Records excerpted from a collection:
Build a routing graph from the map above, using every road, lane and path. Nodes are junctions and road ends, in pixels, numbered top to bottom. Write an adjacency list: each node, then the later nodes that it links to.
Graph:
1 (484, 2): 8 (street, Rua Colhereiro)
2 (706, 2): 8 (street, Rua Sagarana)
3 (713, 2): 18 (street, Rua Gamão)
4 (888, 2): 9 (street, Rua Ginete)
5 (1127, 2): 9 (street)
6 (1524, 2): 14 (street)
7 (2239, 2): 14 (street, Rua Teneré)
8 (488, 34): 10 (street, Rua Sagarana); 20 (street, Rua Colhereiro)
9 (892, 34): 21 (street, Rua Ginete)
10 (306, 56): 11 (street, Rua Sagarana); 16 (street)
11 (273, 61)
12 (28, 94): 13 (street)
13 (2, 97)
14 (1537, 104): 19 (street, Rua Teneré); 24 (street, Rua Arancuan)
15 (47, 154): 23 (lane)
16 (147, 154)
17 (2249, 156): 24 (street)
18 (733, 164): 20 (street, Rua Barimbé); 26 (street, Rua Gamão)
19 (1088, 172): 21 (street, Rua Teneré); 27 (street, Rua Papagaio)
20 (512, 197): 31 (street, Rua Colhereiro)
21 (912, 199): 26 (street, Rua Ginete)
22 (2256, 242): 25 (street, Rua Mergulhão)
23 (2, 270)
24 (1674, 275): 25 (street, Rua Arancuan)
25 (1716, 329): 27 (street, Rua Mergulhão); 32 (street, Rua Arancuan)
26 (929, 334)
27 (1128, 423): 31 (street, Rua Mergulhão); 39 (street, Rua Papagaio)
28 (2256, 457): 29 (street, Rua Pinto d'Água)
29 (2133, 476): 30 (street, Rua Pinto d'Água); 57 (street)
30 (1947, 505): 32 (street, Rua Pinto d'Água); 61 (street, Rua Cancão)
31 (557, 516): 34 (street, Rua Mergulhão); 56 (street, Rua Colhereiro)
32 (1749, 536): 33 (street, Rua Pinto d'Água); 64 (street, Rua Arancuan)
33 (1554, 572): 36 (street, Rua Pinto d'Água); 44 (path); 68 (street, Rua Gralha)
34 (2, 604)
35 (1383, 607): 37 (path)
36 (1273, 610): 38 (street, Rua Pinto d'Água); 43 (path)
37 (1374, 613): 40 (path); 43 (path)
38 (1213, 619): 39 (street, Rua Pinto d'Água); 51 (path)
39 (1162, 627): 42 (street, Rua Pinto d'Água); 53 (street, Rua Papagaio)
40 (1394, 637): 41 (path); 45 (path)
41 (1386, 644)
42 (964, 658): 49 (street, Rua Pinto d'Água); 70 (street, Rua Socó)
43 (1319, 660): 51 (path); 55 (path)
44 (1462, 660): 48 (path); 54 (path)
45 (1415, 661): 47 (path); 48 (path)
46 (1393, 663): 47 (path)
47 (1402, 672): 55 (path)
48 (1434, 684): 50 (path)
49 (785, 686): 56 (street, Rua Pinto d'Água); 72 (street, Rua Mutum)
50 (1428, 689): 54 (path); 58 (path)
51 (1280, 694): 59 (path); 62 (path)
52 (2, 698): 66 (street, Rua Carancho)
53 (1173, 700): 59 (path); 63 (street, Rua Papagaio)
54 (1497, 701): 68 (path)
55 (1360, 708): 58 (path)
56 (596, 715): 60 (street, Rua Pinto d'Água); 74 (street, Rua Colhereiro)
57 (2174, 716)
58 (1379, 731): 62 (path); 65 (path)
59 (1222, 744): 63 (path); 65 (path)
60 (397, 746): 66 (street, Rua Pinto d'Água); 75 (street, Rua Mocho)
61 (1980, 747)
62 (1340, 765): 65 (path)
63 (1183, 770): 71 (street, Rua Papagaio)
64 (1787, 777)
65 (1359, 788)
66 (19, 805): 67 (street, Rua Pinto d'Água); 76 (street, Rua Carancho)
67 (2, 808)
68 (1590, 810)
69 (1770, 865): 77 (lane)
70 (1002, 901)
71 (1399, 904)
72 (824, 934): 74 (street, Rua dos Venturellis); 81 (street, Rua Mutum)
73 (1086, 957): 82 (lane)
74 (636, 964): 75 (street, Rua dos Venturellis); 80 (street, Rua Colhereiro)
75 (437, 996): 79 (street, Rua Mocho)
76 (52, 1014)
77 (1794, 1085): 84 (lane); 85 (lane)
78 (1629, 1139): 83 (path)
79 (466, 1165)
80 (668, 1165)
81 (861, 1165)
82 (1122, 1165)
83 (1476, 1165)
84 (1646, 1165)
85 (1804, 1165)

#### Your objective:
Every record needs to be reproduced exactly, with none skipped.

#### Answer to this exercise:
Build a routing graph from the map above, using every road, lane and path. Nodes are junctions and road ends, in pixels, numbered top to bottom. Write an adjacency list: each node, then the later nodes that it links to.
Graph:
1 (484, 2): 8 (street, Rua Colhereiro)
2 (706, 2): 8 (street, Rua Sagarana)
3 (713, 2): 18 (street, Rua Gamão)
4 (888, 2): 9 (street, Rua Ginete)
5 (1127, 2): 9 (street)
6 (1524, 2): 14 (street)
7 (2239, 2): 14 (street, Rua Teneré)
8 (488, 34): 10 (street, Rua Sagarana); 20 (street, Rua Colhereiro)
9 (892, 34): 21 (street, Rua Ginete)
10 (306, 56): 11 (street, Rua Sagarana); 16 (street)
11 (273, 61)
12 (28, 94): 13 (street)
13 (2, 97)
14 (1537, 104): 19 (street, Rua Teneré); 24 (street, Rua Arancuan)
15 (47, 154): 23 (lane)
16 (147, 154)
17 (2249, 156): 24 (street)
18 (733, 164): 20 (street, Rua Barimbé); 26 (street, Rua Gamão)
19 (1088, 172): 21 (street, Rua Teneré); 27 (street, Rua Papagaio)
20 (512, 197): 31 (street, Rua Colhereiro)
21 (912, 199): 26 (street, Rua Ginete)
22 (2256, 242): 25 (street, Rua Mergulhão)
23 (2, 270)
24 (1674, 275): 25 (street, Rua Arancuan)
25 (1716, 329): 27 (street, Rua Mergulhão); 32 (street, Rua Arancuan)
26 (929, 334)
27 (1128, 423): 31 (street, Rua Mergulhão); 39 (street, Rua Papagaio)
28 (2256, 457): 29 (street, Rua Pinto d'Água)
29 (2133, 476): 30 (street, Rua Pinto d'Água); 57 (street)
30 (1947, 505): 32 (street, Rua Pinto d'Água); 61 (street, Rua Cancão)
31 (557, 516): 34 (street, Rua Mergulhão); 56 (street, Rua Colhereiro)
32 (1749, 536): 33 (street, Rua Pinto d'Água); 64 (street, Rua Arancuan)
33 (1554, 572): 36 (street, Rua Pinto d'Água); 44 (path); 68 (street, Rua Gralha)
34 (2, 604)
35 (1383, 607): 37 (path)
36 (1273, 610): 38 (street, Rua Pinto d'Água); 43 (path)
37 (1374, 613): 40 (path); 43 (path)
38 (1213, 619): 39 (street, Rua Pinto d'Água); 51 (path)
39 (1162, 627): 42 (street, Rua Pinto d'Água); 53 (street, Rua Papagaio)
40 (1394, 637): 41 (path); 45 (path)
41 (1386, 644)
42 (964, 658): 49 (street, Rua Pinto d'Água); 70 (street, Rua Socó)
43 (1319, 660): 51 (path); 55 (path)
44 (1462, 660): 48 (path); 54 (path)
45 (1415, 661): 47 (path); 48 (path)
46 (1393, 663): 47 (path)
47 (1402, 672): 55 (path)
48 (1434, 684): 50 (path)
49 (785, 686): 56 (street, Rua Pinto d'Água); 72 (street, Rua Mutum)
50 (1428, 689): 54 (path); 58 (path)
51 (1280, 694): 59 (path); 62 (path)
52 (2, 698): 66 (street, Rua Carancho)
53 (1173, 700): 59 (path); 63 (street, Rua Papagaio)
54 (1497, 701): 68 (path)
55 (1360, 708): 58 (path)
56 (596, 715): 60 (street, Rua Pinto d'Água); 74 (street, Rua Colhereiro)
57 (2174, 716)
58 (1379, 731): 62 (path); 65 (path)
59 (1222, 744): 63 (path); 65 (path)
60 (397, 746): 66 (street, Rua Pinto d'Água); 75 (street, Rua Mocho)
61 (1980, 747)
62 (1340, 765): 65 (path)
63 (1183, 770): 71 (street, Rua Papagaio)
64 (1787, 777)
65 (1359, 788)
66 (19, 805): 67 (street, Rua Pinto d'Água); 76 (street, Rua Carancho)
67 (2, 808)
68 (1590, 810)
69 (1770, 865): 77 (lane)
70 (1002, 901)
71 (1399, 904)
72 (824, 934): 74 (street, Rua dos Venturellis); 81 (street, Rua Mutum)
73 (1086, 957): 82 (lane)
74 (636, 964): 75 (street, Rua dos Venturellis); 80 (street, Rua Colhereiro)
75 (437, 996): 79 (street, Rua Mocho)
76 (52, 1014)
77 (1794, 1085): 84 (lane); 85 (lane)
78 (1629, 1139): 83 (path)
79 (466, 1165)
80 (668, 1165)
81 (861, 1165)
82 (1122, 1165)
83 (1476, 1165)
84 (1646, 1165)
85 (1804, 1165)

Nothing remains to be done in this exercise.